[Data Boundary: Start]

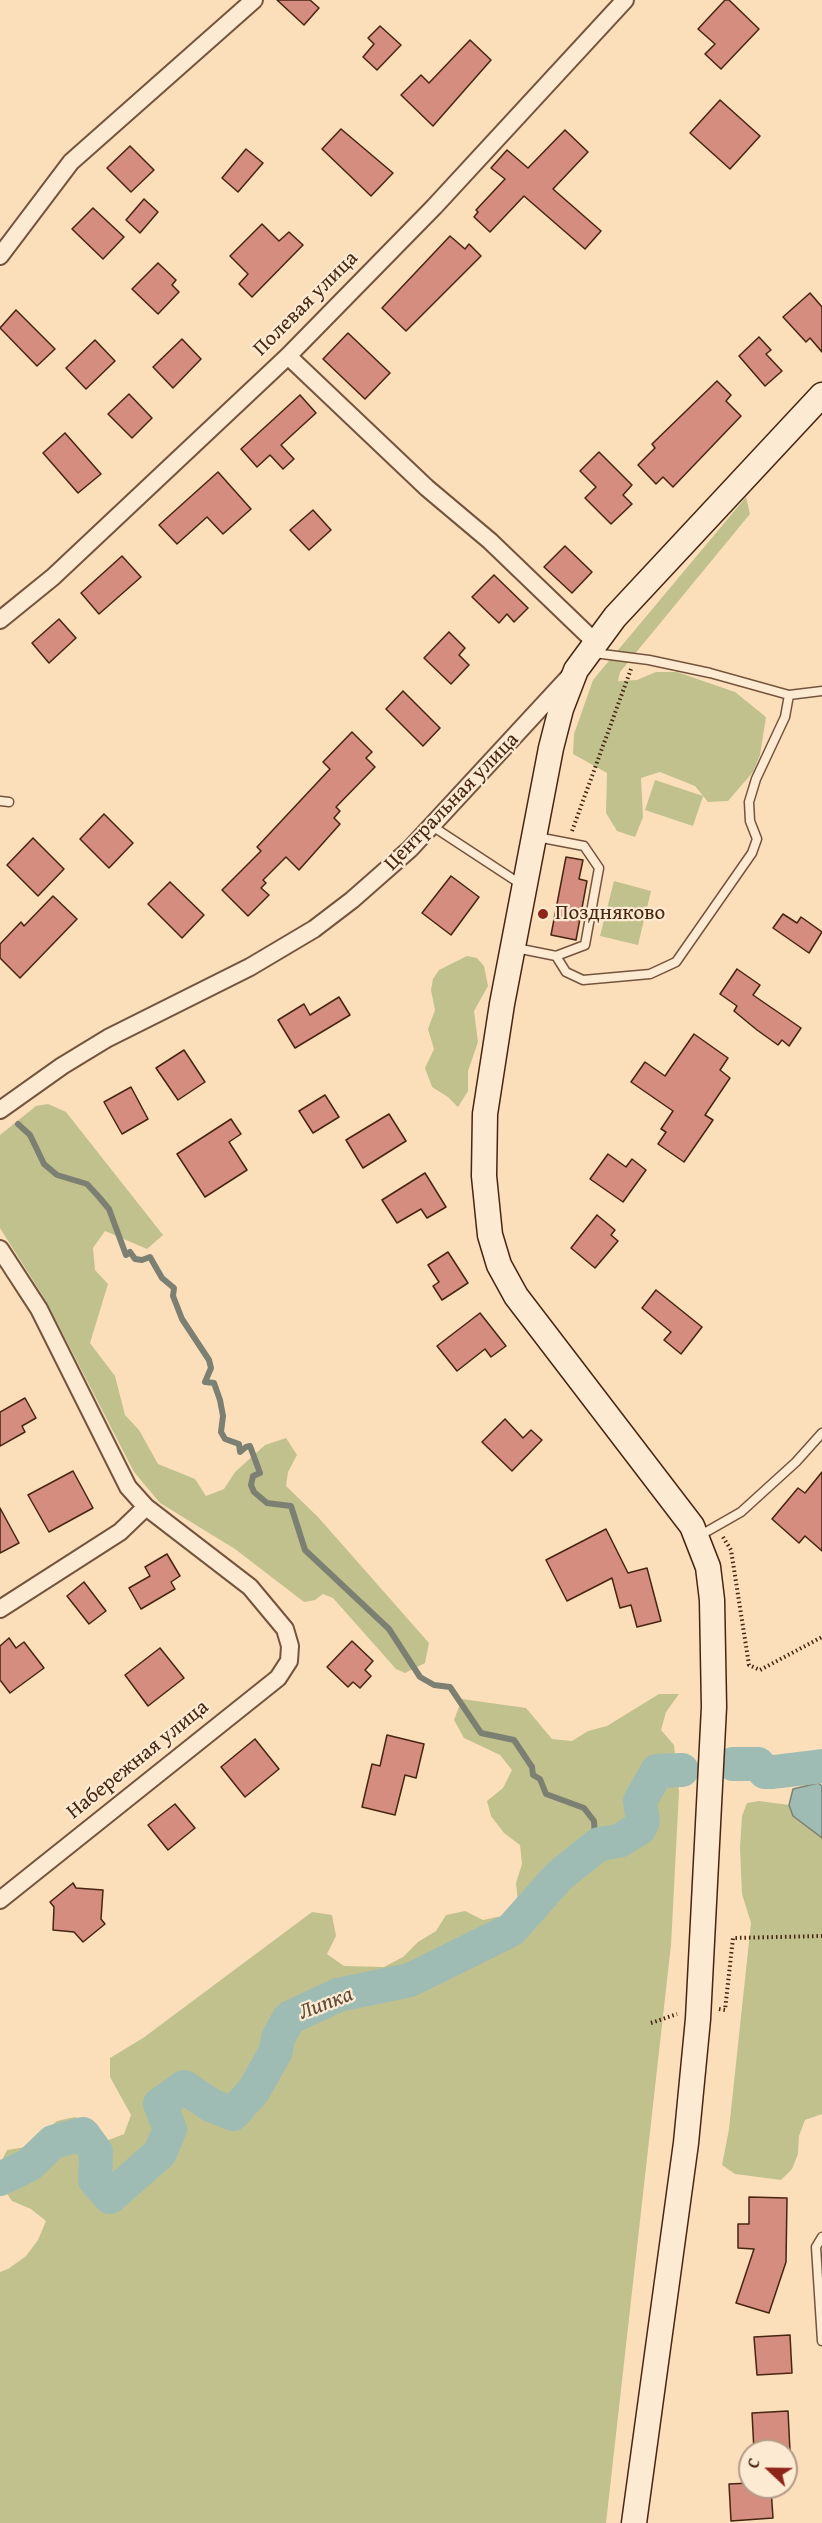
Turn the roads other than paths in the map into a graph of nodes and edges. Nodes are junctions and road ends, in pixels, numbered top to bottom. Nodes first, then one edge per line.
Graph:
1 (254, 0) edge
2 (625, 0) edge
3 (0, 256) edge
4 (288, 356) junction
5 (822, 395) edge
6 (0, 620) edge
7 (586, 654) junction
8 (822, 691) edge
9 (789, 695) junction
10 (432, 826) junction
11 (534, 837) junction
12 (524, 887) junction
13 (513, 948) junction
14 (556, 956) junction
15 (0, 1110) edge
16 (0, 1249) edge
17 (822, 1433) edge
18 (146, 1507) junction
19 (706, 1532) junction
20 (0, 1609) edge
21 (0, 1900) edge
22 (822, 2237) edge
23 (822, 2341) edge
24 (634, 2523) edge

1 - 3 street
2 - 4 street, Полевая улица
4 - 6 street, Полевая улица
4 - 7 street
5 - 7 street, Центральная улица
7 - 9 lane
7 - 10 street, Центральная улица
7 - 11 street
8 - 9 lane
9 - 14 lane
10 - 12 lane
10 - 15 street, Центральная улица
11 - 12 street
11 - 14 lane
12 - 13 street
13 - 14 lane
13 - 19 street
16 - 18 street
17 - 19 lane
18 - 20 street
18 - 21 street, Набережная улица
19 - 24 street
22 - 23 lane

[Data Boundary: End]

Work request: Set down all of the entries exactly. Leave the pictures out.

Response area:
Turn the roads other than paths in the map into a graph of nodes and edges. Nodes are junctions and road ends, in pixels, numbered top to bottom. Nodes first, then one edge per line.
Graph:
1 (254, 0) edge
2 (625, 0) edge
3 (0, 256) edge
4 (288, 356) junction
5 (822, 395) edge
6 (0, 620) edge
7 (586, 654) junction
8 (822, 691) edge
9 (789, 695) junction
10 (432, 826) junction
11 (534, 837) junction
12 (524, 887) junction
13 (513, 948) junction
14 (556, 956) junction
15 (0, 1110) edge
16 (0, 1249) edge
17 (822, 1433) edge
18 (146, 1507) junction
19 (706, 1532) junction
20 (0, 1609) edge
21 (0, 1900) edge
22 (822, 2237) edge
23 (822, 2341) edge
24 (634, 2523) edge

1 - 3 street
2 - 4 street, Полевая улица
4 - 6 street, Полевая улица
4 - 7 street
5 - 7 street, Центральная улица
7 - 9 lane
7 - 10 street, Центральная улица
7 - 11 street
8 - 9 lane
9 - 14 lane
10 - 12 lane
10 - 15 street, Центральная улица
11 - 12 street
11 - 14 lane
12 - 13 street
13 - 14 lane
13 - 19 street
16 - 18 street
17 - 19 lane
18 - 20 street
18 - 21 street, Набережная улица
19 - 24 street
22 - 23 lane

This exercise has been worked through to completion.